◆ Task requirements ◆
Answer with a single number: how many lines in the listing below include "BOLIVIA"?

+ + + +

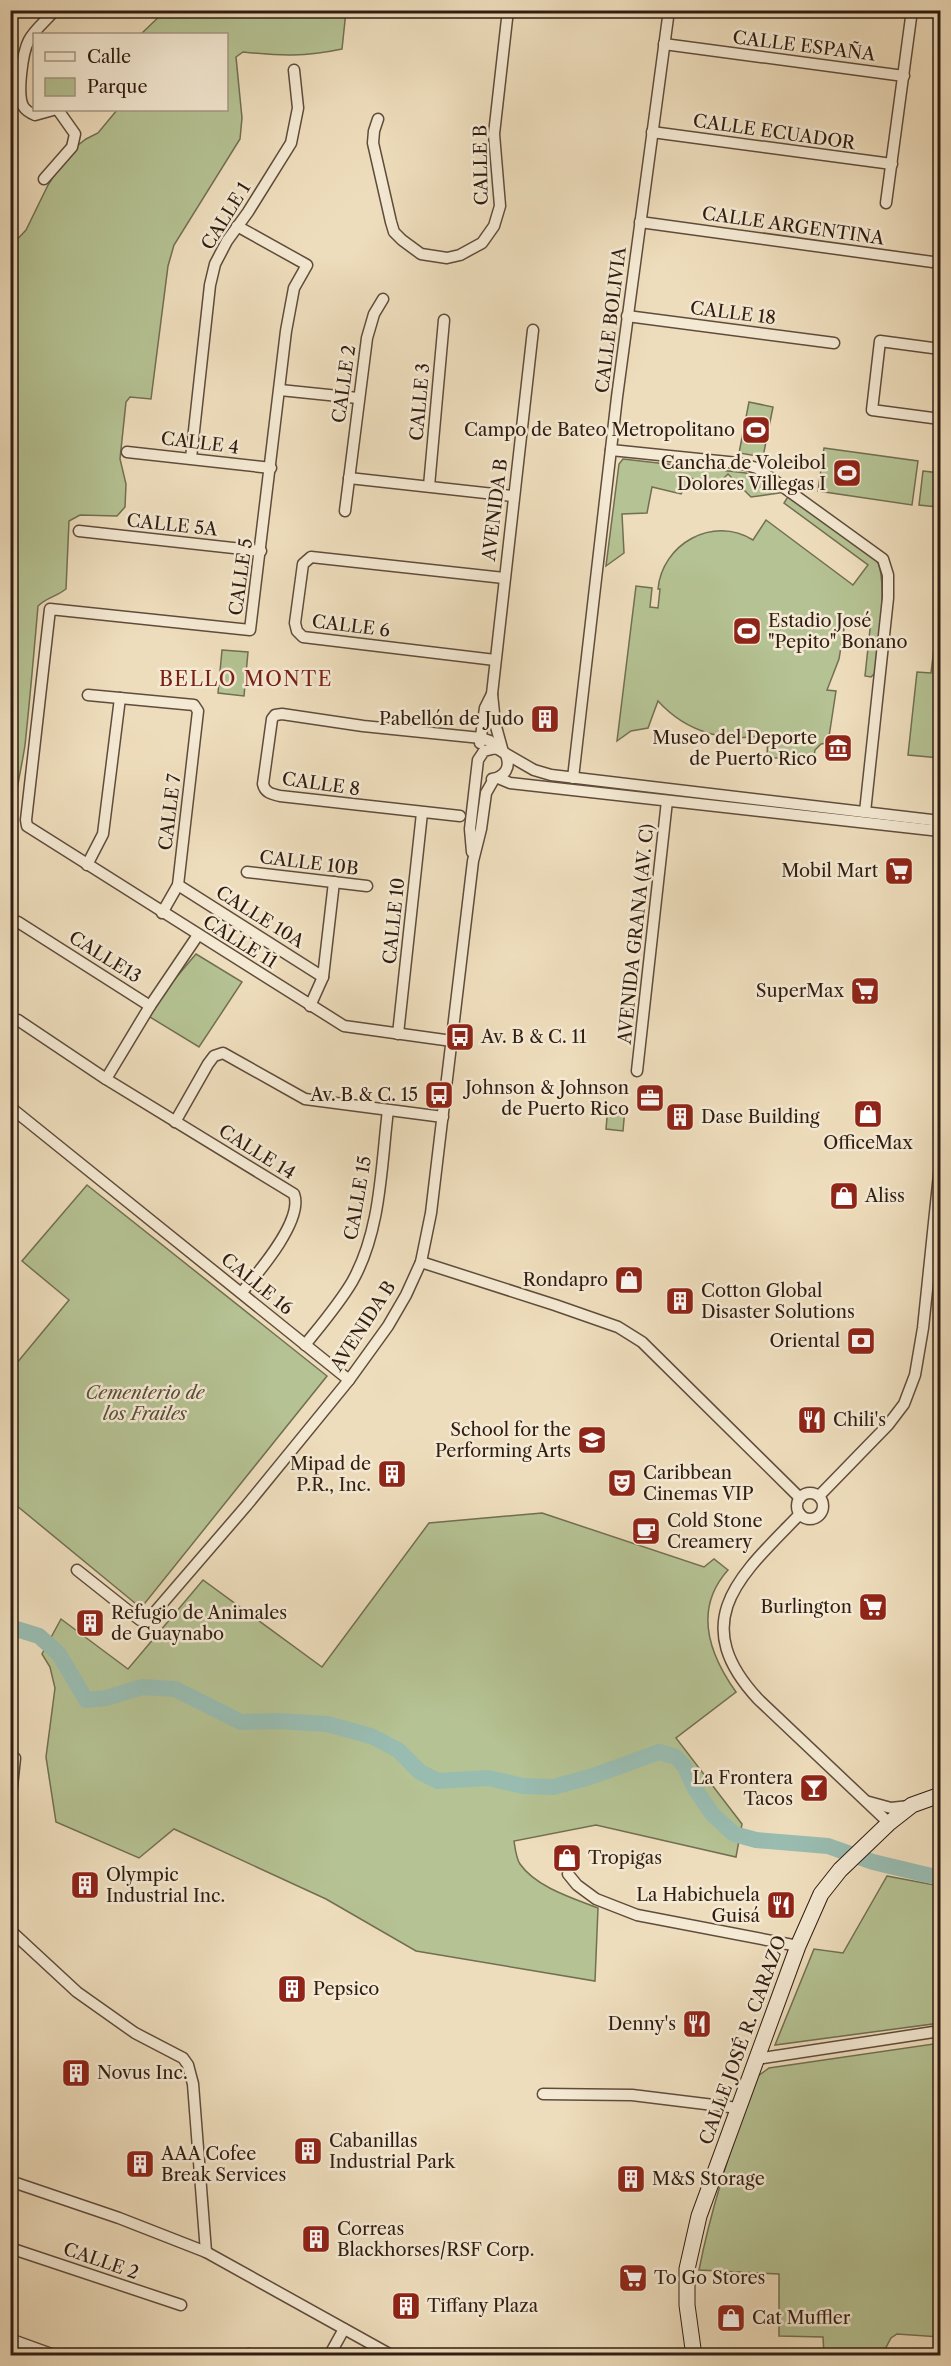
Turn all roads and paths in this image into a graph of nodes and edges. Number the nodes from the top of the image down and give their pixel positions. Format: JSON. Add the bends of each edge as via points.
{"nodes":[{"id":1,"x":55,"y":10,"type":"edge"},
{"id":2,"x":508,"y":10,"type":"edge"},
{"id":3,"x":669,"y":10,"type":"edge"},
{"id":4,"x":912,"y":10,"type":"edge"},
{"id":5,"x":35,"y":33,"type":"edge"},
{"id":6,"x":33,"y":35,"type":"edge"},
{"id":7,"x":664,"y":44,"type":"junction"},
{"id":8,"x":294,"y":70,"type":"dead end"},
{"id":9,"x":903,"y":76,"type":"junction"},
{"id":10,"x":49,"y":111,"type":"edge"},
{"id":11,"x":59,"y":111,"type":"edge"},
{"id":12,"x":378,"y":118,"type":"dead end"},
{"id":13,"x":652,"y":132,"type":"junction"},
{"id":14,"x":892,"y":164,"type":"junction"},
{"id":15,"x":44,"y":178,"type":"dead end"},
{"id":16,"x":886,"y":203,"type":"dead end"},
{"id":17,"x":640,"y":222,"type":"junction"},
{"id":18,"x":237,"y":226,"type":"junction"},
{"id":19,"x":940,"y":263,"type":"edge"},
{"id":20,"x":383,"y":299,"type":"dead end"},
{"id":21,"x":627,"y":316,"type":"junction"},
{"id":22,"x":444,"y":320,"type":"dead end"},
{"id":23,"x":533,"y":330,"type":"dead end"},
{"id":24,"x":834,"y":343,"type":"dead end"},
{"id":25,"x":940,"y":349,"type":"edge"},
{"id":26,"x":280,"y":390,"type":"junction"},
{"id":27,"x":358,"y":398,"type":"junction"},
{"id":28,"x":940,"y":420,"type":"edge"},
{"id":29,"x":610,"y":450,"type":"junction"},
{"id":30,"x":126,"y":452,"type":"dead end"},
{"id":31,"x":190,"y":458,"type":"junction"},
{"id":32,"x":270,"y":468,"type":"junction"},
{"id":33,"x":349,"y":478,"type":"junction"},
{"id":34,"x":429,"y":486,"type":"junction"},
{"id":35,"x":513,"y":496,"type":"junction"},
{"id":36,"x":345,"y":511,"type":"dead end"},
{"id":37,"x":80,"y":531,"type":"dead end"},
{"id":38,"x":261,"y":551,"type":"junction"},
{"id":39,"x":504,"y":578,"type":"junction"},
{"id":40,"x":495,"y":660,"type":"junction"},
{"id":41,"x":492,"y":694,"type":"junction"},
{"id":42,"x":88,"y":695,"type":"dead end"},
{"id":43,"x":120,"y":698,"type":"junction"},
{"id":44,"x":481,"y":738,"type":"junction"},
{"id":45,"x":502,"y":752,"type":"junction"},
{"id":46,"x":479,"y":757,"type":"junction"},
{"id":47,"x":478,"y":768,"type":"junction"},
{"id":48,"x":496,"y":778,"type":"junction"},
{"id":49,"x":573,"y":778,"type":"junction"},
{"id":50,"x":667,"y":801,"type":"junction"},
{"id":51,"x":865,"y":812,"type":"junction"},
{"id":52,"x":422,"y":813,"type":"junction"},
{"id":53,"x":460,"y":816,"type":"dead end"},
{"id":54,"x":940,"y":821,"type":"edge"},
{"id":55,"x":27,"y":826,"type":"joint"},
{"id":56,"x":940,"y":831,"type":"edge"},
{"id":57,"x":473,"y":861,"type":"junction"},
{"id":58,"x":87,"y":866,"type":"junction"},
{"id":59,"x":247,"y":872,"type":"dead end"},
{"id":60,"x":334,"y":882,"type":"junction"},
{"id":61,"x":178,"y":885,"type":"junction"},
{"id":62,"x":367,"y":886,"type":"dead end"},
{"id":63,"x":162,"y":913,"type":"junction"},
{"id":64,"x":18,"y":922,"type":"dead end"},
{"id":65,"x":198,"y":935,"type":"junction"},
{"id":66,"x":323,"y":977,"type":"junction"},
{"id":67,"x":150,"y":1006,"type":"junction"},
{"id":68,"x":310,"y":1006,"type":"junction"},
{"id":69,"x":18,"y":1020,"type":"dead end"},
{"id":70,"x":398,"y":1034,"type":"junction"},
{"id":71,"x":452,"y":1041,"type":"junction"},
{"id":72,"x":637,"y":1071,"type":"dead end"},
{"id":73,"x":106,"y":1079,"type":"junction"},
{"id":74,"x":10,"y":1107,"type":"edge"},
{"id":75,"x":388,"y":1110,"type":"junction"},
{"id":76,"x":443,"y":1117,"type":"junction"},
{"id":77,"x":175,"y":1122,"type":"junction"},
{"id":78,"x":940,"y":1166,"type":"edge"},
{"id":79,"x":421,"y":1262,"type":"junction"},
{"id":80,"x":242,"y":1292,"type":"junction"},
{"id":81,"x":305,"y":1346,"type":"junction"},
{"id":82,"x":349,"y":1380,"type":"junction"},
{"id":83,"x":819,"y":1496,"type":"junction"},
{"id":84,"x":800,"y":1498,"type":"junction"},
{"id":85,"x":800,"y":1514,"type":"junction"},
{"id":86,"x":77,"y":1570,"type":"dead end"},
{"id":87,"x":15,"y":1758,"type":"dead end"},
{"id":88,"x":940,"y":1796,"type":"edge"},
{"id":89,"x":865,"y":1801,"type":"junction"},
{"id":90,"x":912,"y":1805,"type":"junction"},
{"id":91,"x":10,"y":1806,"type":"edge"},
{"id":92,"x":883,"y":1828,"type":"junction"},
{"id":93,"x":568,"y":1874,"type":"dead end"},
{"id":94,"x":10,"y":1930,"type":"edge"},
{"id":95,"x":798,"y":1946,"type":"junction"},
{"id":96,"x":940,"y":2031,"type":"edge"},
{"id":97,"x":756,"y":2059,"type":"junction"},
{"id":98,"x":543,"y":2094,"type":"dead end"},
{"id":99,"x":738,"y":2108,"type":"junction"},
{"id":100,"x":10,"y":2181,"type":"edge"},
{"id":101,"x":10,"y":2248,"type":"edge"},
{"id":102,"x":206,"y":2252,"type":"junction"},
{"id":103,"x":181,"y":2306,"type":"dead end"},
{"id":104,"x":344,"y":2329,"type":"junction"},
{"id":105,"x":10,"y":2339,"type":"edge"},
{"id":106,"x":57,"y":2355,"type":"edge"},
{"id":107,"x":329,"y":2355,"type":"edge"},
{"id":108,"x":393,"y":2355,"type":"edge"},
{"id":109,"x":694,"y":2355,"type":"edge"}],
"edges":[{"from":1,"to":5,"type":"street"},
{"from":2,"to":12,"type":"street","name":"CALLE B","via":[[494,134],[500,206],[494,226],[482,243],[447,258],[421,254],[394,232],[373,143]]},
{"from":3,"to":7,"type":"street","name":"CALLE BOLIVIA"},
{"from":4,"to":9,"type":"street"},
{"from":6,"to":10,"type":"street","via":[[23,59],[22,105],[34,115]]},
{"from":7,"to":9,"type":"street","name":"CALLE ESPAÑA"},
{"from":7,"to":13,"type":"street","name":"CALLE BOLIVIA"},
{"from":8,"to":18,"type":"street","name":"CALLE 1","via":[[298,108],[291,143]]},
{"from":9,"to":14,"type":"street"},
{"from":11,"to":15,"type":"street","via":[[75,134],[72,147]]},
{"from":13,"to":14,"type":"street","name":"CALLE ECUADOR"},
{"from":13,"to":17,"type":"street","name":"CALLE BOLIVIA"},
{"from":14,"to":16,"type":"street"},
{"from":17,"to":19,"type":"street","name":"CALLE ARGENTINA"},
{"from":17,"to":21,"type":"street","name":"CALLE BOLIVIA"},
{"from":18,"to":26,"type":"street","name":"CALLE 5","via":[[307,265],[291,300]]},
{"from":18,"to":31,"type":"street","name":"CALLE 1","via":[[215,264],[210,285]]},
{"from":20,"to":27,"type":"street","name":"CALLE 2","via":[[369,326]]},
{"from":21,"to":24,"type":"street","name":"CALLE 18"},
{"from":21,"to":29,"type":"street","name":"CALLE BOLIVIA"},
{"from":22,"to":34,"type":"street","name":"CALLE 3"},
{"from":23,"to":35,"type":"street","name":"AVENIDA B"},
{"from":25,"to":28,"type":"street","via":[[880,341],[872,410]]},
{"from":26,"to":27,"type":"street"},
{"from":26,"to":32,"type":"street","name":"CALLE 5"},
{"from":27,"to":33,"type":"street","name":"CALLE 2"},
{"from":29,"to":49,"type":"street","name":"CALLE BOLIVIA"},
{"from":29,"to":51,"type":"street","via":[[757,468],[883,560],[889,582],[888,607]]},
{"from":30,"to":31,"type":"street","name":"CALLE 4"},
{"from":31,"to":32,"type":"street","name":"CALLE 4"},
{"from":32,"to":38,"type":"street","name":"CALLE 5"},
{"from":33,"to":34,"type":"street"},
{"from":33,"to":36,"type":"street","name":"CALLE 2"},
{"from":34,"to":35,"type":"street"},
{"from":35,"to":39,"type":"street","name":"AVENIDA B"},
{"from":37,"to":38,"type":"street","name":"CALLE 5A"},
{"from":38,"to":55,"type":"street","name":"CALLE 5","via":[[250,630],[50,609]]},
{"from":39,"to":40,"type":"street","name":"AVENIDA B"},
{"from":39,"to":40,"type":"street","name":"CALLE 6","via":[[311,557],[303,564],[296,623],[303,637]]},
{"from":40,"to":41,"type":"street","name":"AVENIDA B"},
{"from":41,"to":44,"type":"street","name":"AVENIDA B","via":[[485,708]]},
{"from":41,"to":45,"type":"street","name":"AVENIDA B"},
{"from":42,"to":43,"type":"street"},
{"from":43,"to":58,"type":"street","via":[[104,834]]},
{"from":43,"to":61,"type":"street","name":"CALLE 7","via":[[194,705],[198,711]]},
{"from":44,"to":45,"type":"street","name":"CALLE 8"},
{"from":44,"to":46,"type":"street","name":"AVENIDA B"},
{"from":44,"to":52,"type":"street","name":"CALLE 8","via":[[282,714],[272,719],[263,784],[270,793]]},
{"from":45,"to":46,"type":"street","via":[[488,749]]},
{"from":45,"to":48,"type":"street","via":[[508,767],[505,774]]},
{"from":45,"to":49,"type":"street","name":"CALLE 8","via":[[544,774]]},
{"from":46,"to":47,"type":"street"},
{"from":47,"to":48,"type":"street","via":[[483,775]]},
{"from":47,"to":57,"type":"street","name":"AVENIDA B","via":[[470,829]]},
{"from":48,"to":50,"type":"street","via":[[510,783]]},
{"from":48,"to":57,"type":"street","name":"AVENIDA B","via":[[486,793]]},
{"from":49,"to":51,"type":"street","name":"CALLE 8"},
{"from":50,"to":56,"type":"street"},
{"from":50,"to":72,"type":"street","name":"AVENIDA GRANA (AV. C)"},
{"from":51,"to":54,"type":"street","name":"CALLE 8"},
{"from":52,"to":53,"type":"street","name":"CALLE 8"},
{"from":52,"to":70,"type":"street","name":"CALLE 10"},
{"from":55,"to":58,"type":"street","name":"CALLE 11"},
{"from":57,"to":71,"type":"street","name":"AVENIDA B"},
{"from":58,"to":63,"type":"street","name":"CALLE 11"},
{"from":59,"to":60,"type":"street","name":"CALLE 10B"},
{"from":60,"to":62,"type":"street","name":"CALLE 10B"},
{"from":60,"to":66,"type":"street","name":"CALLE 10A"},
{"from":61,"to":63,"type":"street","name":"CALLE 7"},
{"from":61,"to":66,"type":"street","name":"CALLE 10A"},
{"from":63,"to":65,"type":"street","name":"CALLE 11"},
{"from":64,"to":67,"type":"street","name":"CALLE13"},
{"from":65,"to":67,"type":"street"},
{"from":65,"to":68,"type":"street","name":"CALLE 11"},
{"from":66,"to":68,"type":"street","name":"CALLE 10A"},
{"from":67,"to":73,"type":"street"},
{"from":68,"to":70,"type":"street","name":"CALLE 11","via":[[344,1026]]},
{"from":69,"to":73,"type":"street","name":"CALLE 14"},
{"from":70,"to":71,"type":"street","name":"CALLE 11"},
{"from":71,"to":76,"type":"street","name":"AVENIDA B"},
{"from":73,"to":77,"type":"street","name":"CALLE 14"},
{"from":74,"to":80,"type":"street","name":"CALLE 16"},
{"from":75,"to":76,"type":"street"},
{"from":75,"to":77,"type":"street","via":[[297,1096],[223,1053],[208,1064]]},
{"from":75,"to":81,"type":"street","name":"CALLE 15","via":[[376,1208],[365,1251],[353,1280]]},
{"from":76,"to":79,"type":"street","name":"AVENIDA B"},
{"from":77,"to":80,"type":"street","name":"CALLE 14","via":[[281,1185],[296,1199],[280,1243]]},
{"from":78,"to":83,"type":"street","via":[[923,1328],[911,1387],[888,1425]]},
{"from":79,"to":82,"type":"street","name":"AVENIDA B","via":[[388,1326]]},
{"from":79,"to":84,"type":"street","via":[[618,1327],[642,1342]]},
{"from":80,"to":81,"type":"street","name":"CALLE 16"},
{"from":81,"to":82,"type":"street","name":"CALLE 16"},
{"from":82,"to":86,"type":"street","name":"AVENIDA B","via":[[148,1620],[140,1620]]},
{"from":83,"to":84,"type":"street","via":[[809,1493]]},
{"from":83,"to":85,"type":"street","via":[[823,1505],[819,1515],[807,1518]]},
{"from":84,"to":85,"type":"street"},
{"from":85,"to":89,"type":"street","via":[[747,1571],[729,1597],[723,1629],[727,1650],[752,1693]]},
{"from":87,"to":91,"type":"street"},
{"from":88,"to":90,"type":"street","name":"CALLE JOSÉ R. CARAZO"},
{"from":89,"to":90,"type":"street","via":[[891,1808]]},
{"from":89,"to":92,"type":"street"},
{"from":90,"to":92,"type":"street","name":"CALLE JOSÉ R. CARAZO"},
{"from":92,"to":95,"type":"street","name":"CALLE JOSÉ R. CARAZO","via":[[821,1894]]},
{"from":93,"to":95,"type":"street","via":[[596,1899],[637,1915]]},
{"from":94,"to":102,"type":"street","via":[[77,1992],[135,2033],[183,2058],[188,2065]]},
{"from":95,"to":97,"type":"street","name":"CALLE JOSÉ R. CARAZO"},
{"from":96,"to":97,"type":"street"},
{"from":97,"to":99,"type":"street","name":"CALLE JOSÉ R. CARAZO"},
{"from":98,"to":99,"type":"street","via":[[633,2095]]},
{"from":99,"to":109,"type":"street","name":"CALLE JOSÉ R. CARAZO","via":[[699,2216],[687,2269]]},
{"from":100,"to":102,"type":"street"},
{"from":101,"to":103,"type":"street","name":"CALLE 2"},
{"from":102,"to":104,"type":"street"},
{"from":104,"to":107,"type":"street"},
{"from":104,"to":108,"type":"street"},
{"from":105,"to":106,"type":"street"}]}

+ + + +

◆ Expected output ◆
6